=== Begin Enclosure ===
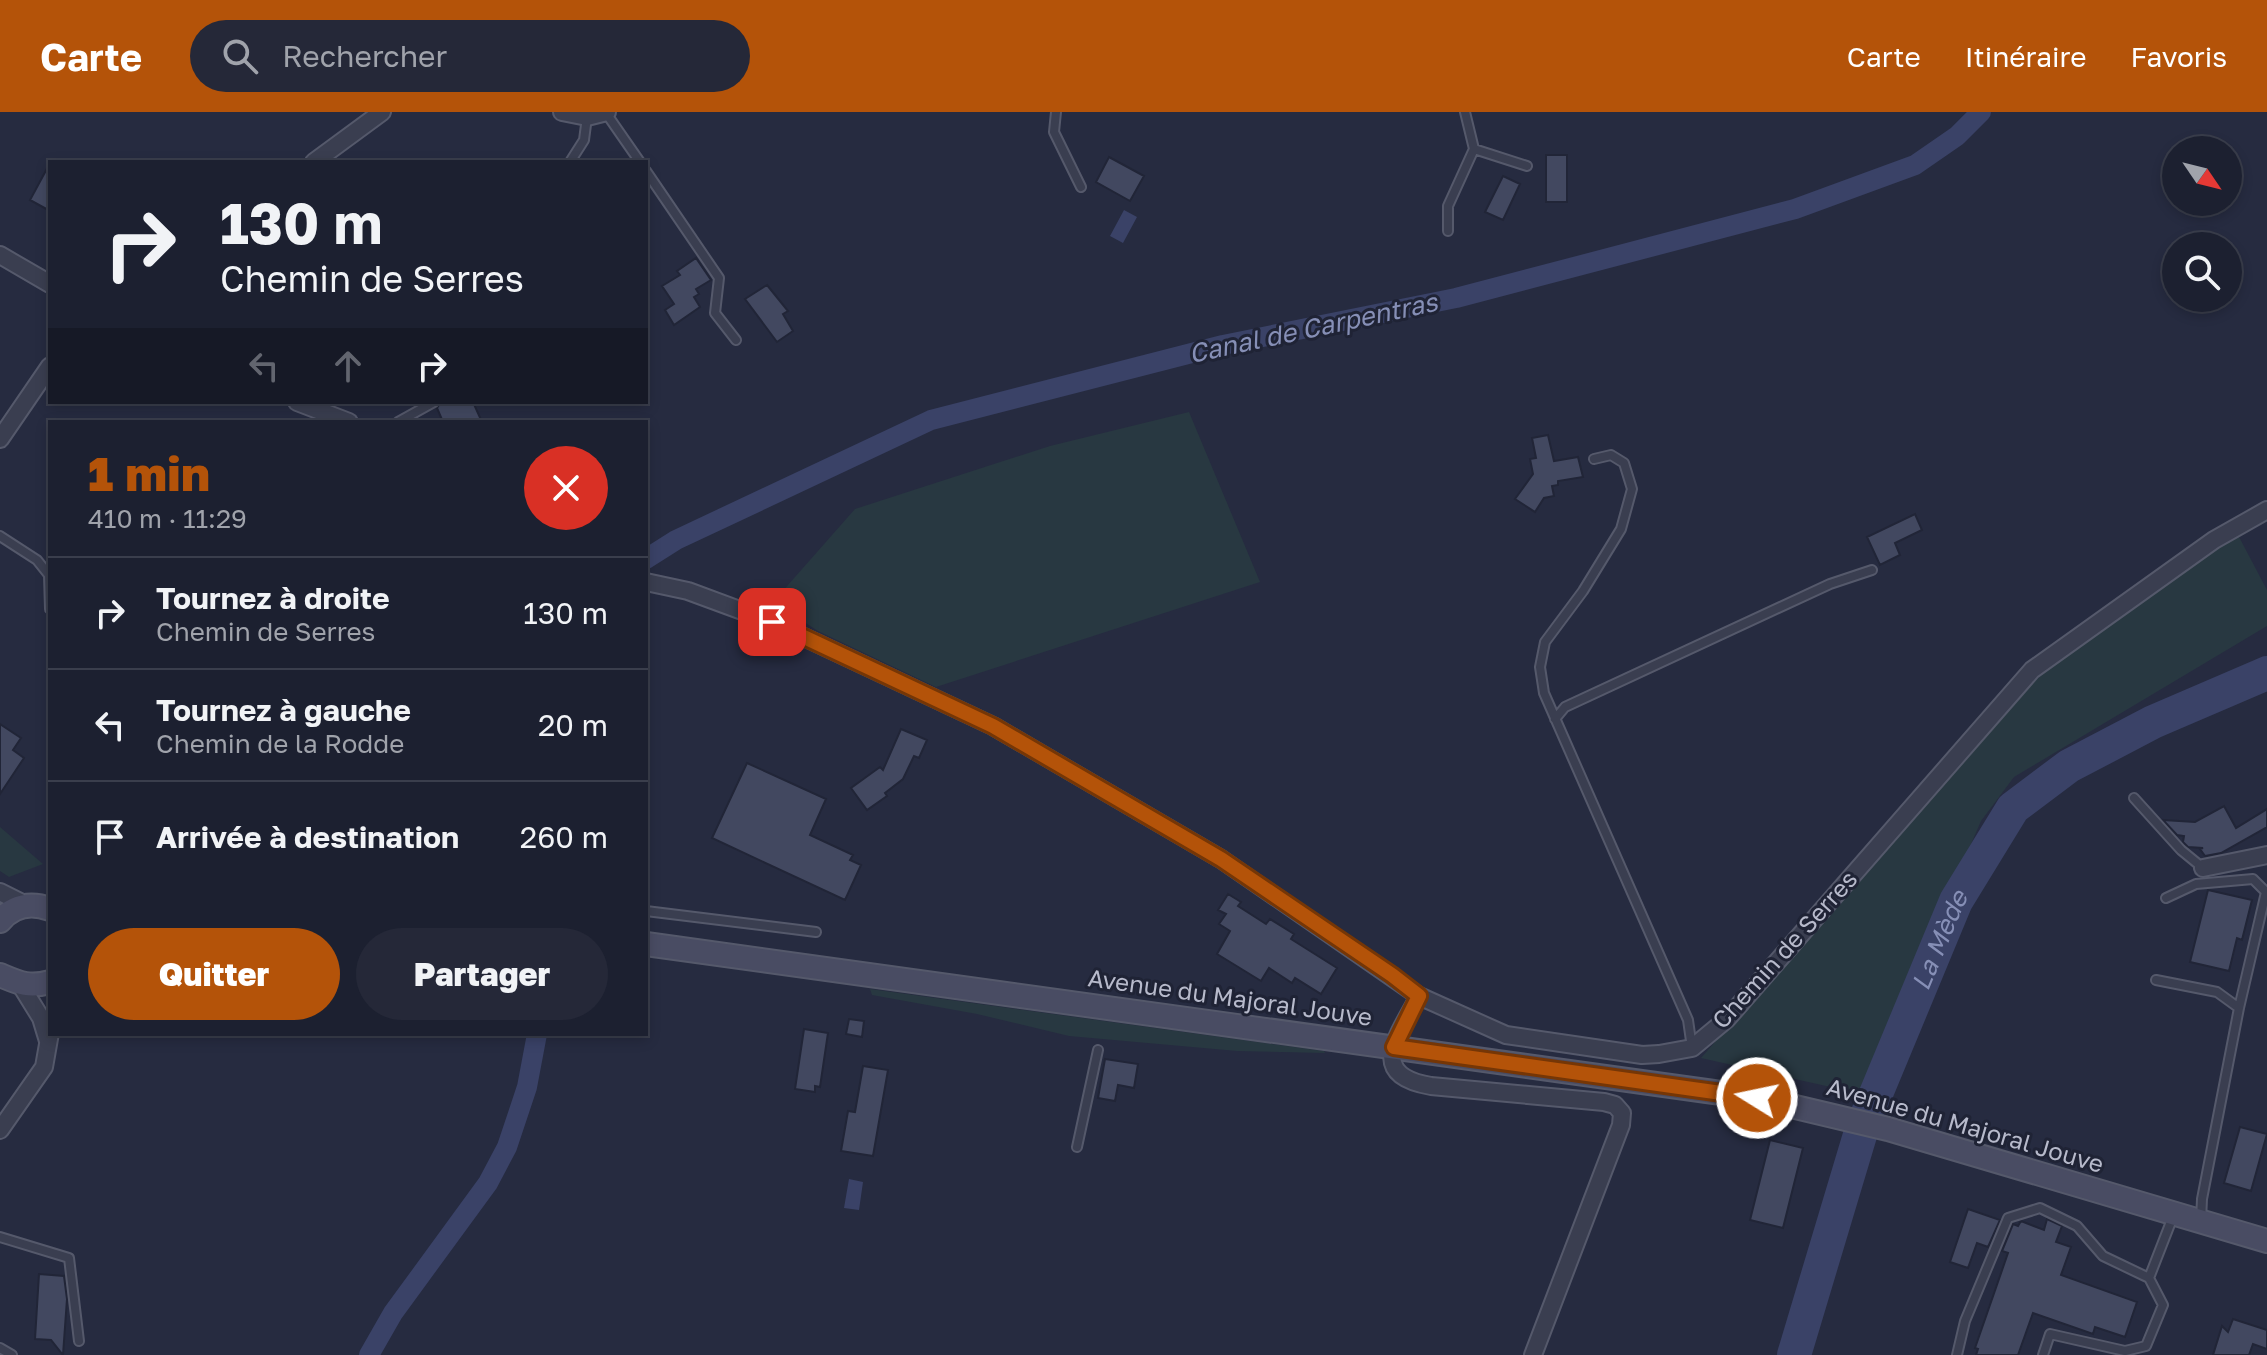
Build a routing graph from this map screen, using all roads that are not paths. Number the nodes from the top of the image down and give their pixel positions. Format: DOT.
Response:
graph roads {
  1 [pos="382,112"];
  2 [pos="562,112"];
  3 [pos="606,112"];
  4 [pos="1056,112"];
  5 [pos="1465,112"];
  6 [pos="587,117"];
  7 [pos="1474,149"];
  8 [pos="317,160"];
  9 [pos="571,160"];
  10 [pos="639,160"];
  11 [pos="1527,166"];
  12 [pos="648,174"];
  13 [pos="1081,187"];
  14 [pos="1448,231"];
  15 [pos="0,255"];
  16 [pos="48,283"];
  17 [pos="736,340"];
  18 [pos="48,369"];
  19 [pos="302,404"];
  20 [pos="430,404"];
  21 [pos="344,420"];
  22 [pos="402,420"];
  23 [pos="0,439"];
  24 [pos="1594,459"];
  25 [pos="2267,510"];
  26 [pos="0,536"];
  27 [pos="1872,570"];
  28 [pos="48,574"];
  29 [pos="648,582"];
  30 [pos="1555,719"];
  31 [pos="2134,798"];
  32 [pos="2267,855"];
  33 [pos="2203,868"];
  34 [pos="0,892"];
  35 [pos="2166,898"];
  36 [pos="26,905"];
  37 [pos="48,908"];
  38 [pos="648,911"];
  39 [pos="0,921"];
  40 [pos="816,932"];
  41 [pos="648,944"];
  42 [pos="6,977"];
  43 [pos="2156,980"];
  44 [pos="48,983"];
  45 [pos="1419,996"];
  46 [pos="2239,1008"];
  47 [pos="48,1035"];
  48 [pos="49,1037"];
  49 [pos="1394,1047"];
  50 [pos="1692,1048"];
  51 [pos="1098,1050"];
  52 [pos="0,1130"];
  53 [pos="1077,1147"];
  54 [pos="2174,1213"];
  55 [pos="2201,1221"];
  56 [pos="0,1237"];
  57 [pos="2267,1241"];
  58 [pos="2149,1278"];
  59 [pos="79,1341"];
  60 [pos="0,1348"];
  61 [pos="12,1355"];
  62 [pos="1533,1355"];
  63 [pos="1957,1355"];
  64 [pos="2043,1355"];
  1 -- 8 [label="street"];
  2 -- 6 [label="street"];
  3 -- 6 [label="street"];
  3 -- 10 [label="lane"];
  4 -- 13 [label="lane"];
  5 -- 7 [label="lane"];
  6 -- 9 [label="lane"];
  7 -- 11 [label="lane"];
  7 -- 14 [label="lane"];
  12 -- 17 [label="lane"];
  15 -- 16 [label="street"];
  18 -- 23 [label="street"];
  19 -- 21 [label="street"];
  20 -- 22 [label="lane"];
  24 -- 30 [label="lane"];
  25 -- 50 [label="street, Chemin de Serres"];
  26 -- 28 [label="lane"];
  27 -- 30 [label="lane"];
  29 -- 45 [label="street, Chemin de Serres"];
  30 -- 50 [label="lane"];
  31 -- 33 [label="lane"];
  32 -- 33 [label="street"];
  34 -- 36 [label="street"];
  35 -- 46 [label="lane"];
  36 -- 37 [label="main road"];
  36 -- 39 [label="main road"];
  38 -- 40 [label="lane"];
  41 -- 49 [label="main road, Avenue du Majoral Jouve"];
  42 -- 44 [label="main road"];
  42 -- 47 [label="street"];
  43 -- 46 [label="lane"];
  45 -- 49 [label="street"];
  45 -- 50 [label="street, Chemin de Serres"];
  46 -- 55 [label="lane"];
  48 -- 52 [label="street"];
  49 -- 54 [label="main road, Avenue du Majoral Jouve"];
  49 -- 62 [label="street"];
  51 -- 53 [label="lane"];
  54 -- 55 [label="main road, Avenue du Majoral Jouve"];
  54 -- 58 [label="lane"];
  55 -- 57 [label="main road, Avenue du Majoral Jouve"];
  56 -- 59 [label="lane"];
  58 -- 63 [label="lane"];
  58 -- 64 [label="lane"];
  60 -- 61 [label="lane"];
}
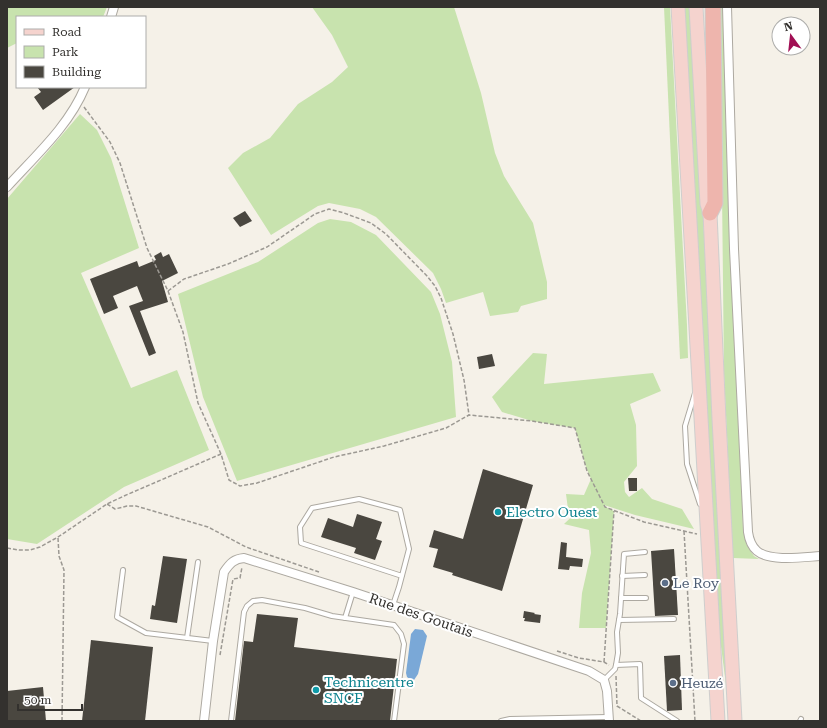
=== End Enclosure ===
Where in the entries does the word "Jouve" occur? Copy out each line that has it.

Problem solution
  41 -- 49 [label="main road, Avenue du Majoral Jouve"];
  49 -- 54 [label="main road, Avenue du Majoral Jouve"];
  54 -- 55 [label="main road, Avenue du Majoral Jouve"];
  55 -- 57 [label="main road, Avenue du Majoral Jouve"];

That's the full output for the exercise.